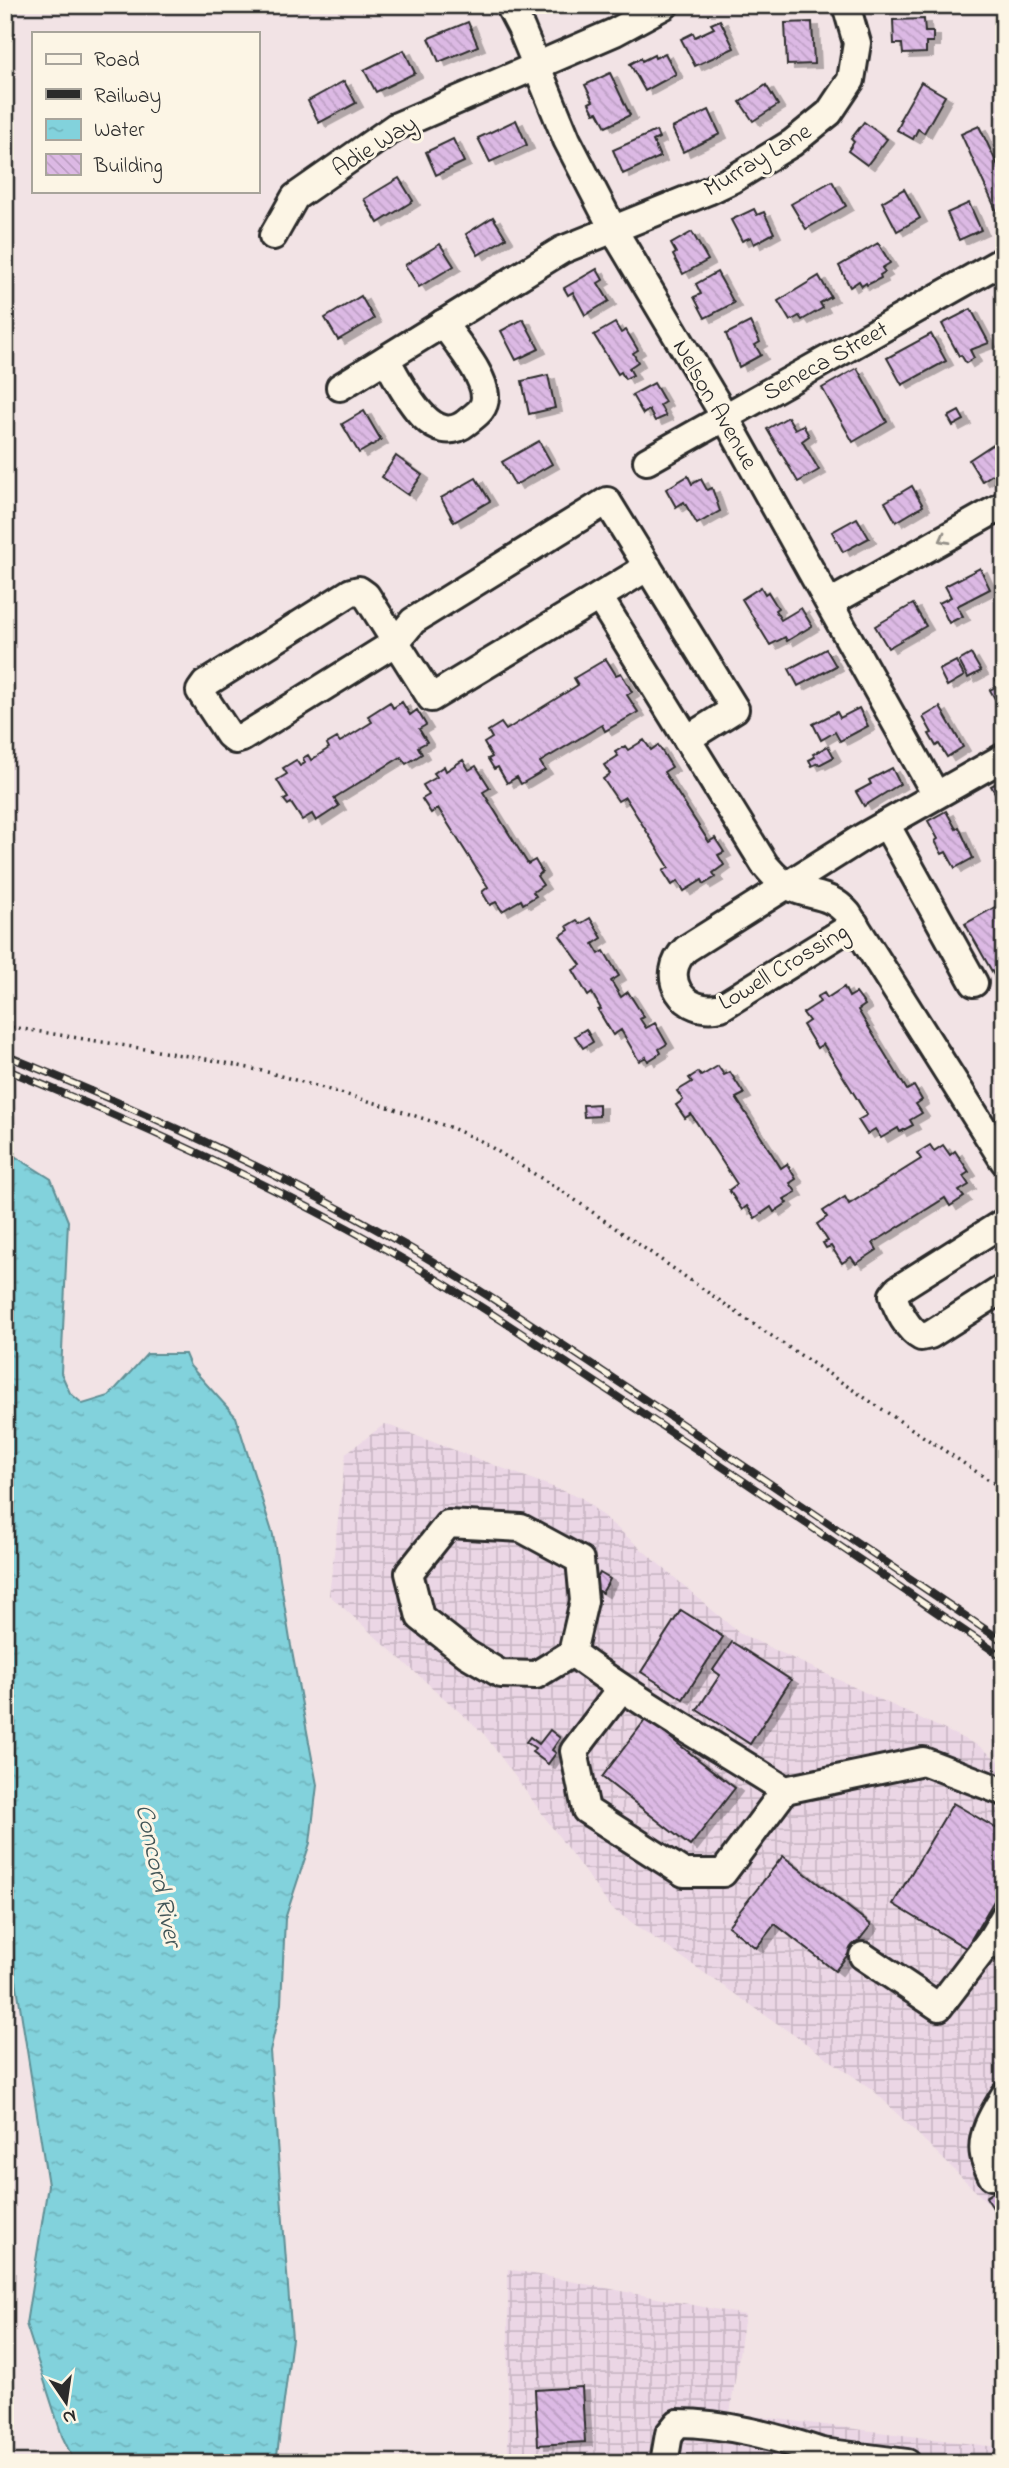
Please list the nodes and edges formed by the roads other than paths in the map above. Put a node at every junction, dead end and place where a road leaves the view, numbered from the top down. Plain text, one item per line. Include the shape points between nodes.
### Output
1 (509, 5) edge
2 (665, 5) edge
3 (846, 5) edge
4 (535, 65) junction
5 (613, 229) junction
6 (273, 236) dead end
7 (1004, 260) edge
8 (443, 323) junction
9 (386, 359) junction
10 (340, 387) dead end
11 (724, 417) junction
12 (647, 461) dead end
13 (1004, 505) edge
14 (648, 567) junction
15 (599, 597) junction
16 (830, 603) junction
17 (396, 642) junction
18 (687, 739) junction
19 (1004, 757) edge
20 (936, 795) junction
21 (886, 824) junction
22 (787, 886) junction
23 (855, 925) junction
24 (974, 983) dead end
25 (1004, 1161) edge
26 (1004, 1222) edge
27 (1004, 1288) edge
28 (572, 1653) junction
29 (621, 1689) junction
30 (785, 1790) junction
31 (1004, 1792) edge
32 (1000, 1934) edge
33 (863, 1956) dead end
34 (1004, 2096) edge
35 (992, 2176) dead end
36 (820, 2457) edge
37 (664, 2463) edge
38 (907, 2463) edge

1 - 4 street, Nelson Avenue
2 - 4 street, Adie Way via 615,32
3 - 5 street, Murray Lane via 857,43 856,61 851,80 829,113 792,143 733,179
4 - 5 street, Nelson Avenue
4 - 6 street, Adie Way via 395,127 295,197
5 - 8 street via 562,250
5 - 11 street, Nelson Avenue
7 - 11 street, Seneca Street
8 - 9 street
8 - 9 street via 481,378 485,398 482,410 461,428 445,430 426,421
9 - 10 street
11 - 12 street, Seneca Street
11 - 16 street, Nelson Avenue
13 -> 16 street
14 - 15 street
14 - 17 street via 607,500 413,621
14 - 18 street via 735,709
15 - 17 street via 431,698
15 - 18 street
16 - 20 street, Nelson Avenue
17 - 17 street via 235,740 200,691 351,592 359,590 366,595
18 - 22 street via 765,865
19 - 20 street
20 - 21 street
21 - 22 street
21 - 24 street
22 - 23 street, Lowell Crossing via 839,903
22 - 23 street, Lowell Crossing via 677,957 674,980 688,1002 710,1010 730,1003
23 - 25 street
26 - 27 street via 893,1295 914,1333 921,1337
28 - 28 street via 584,1601 580,1560 522,1528 448,1524 409,1573 419,1617 501,1674 536,1675
28 - 29 street
29 - 30 street
29 - 30 street via 575,1751 586,1810 684,1873 723,1872
30 - 31 street via 923,1762
32 - 33 street via 939,2007
34 - 35 street via 985,2136 984,2154
36 - 37 street via 774,2437 678,2423 669,2434
36 - 38 street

» **Work to be completed**: Return a copy of every line in the records that includes the string "Seneca".

» **Answer to the problem**:
7 - 11 street, Seneca Street
11 - 12 street, Seneca Street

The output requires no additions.